[[ Material to process, beginning ]]

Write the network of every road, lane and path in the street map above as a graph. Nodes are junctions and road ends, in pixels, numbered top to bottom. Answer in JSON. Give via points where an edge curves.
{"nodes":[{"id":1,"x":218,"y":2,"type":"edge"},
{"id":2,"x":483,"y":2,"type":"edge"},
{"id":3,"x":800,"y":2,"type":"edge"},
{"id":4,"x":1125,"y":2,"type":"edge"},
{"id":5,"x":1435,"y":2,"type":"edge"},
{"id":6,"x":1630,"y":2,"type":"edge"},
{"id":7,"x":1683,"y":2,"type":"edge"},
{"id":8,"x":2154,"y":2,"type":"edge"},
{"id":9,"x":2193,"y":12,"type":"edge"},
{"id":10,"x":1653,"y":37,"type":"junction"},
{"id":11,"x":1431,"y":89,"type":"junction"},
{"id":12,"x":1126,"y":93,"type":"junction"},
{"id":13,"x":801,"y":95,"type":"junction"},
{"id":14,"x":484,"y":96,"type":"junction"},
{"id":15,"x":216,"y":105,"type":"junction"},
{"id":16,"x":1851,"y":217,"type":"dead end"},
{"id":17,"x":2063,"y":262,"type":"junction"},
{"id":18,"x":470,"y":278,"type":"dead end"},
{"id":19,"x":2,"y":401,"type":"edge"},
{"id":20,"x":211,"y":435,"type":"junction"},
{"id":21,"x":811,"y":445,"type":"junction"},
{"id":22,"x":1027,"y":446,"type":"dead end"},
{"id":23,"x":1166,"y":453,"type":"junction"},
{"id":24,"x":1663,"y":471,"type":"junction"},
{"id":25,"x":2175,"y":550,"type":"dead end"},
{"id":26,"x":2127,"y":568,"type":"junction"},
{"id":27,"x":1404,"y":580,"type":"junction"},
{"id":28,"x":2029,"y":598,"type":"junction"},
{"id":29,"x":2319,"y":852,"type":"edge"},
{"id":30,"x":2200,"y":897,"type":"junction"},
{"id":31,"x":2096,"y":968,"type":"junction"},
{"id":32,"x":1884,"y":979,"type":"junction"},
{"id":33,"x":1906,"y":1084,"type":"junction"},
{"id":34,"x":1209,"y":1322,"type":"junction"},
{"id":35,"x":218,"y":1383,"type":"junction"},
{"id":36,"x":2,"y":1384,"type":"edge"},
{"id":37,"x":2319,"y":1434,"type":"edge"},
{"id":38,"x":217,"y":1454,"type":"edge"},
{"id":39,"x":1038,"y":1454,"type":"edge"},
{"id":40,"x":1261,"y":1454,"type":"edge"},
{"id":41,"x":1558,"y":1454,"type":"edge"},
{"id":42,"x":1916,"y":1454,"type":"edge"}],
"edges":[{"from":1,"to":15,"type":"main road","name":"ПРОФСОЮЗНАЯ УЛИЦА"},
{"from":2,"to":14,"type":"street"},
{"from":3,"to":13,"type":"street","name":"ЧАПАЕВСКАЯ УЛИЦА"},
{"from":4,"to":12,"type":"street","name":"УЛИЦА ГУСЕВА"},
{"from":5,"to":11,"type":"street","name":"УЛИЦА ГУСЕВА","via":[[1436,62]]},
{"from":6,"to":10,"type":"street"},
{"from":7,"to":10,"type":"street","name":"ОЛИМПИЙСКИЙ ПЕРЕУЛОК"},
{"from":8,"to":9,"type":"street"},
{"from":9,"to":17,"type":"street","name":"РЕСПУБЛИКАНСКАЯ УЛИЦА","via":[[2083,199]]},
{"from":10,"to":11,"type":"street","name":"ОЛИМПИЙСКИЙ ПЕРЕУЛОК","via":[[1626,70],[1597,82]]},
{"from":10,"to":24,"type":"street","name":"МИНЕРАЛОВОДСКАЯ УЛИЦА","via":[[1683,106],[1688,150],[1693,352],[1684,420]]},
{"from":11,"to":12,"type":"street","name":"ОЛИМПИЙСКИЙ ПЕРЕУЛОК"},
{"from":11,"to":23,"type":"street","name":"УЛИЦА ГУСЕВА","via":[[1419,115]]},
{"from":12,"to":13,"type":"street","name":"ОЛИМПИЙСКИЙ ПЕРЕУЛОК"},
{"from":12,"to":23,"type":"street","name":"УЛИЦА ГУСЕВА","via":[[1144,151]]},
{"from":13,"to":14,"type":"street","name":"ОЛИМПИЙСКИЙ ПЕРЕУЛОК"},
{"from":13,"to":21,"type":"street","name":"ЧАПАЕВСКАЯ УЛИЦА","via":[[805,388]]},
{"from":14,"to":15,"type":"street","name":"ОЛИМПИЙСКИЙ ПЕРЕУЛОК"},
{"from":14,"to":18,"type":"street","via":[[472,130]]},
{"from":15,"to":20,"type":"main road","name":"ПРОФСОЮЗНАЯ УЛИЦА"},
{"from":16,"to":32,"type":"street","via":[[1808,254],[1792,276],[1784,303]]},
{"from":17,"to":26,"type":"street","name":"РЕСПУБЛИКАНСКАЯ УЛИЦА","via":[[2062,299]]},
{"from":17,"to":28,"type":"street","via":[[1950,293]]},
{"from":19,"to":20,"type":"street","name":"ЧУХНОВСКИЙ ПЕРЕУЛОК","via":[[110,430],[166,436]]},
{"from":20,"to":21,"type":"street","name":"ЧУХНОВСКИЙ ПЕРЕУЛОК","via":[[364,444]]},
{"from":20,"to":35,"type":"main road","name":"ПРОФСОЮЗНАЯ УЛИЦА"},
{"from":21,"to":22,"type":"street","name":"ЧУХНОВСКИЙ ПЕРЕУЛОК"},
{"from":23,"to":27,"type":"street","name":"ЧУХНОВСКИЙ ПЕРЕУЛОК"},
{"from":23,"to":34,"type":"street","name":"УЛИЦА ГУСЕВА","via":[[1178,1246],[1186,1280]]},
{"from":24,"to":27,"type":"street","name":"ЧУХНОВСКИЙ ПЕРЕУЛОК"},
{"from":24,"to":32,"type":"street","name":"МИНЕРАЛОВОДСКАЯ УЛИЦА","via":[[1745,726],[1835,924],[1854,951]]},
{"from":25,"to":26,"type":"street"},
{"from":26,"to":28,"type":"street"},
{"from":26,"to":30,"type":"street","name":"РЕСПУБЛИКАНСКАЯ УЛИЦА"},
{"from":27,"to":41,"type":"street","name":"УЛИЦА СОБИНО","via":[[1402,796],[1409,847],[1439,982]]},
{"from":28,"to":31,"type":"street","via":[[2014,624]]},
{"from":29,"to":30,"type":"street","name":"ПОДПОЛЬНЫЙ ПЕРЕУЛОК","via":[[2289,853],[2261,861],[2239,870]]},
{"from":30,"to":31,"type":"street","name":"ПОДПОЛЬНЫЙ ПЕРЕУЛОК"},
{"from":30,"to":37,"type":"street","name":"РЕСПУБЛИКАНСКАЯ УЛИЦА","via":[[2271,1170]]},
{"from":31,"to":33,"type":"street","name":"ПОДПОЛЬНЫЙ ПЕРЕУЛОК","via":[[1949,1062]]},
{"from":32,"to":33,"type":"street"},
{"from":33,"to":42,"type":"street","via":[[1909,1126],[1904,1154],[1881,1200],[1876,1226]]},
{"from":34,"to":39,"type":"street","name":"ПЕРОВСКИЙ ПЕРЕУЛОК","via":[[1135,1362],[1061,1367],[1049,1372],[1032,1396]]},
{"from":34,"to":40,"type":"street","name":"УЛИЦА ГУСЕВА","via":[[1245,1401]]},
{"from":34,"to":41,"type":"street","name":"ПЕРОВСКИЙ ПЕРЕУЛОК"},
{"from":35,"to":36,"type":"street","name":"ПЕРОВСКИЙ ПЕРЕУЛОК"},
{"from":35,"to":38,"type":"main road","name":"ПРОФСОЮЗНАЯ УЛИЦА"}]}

[[ Material to process, end ]]

### What to produce
Say how many lines of the data hold the string "ОЛИМПИЙСКИЙ". Reply with the number alone.

### Your response
6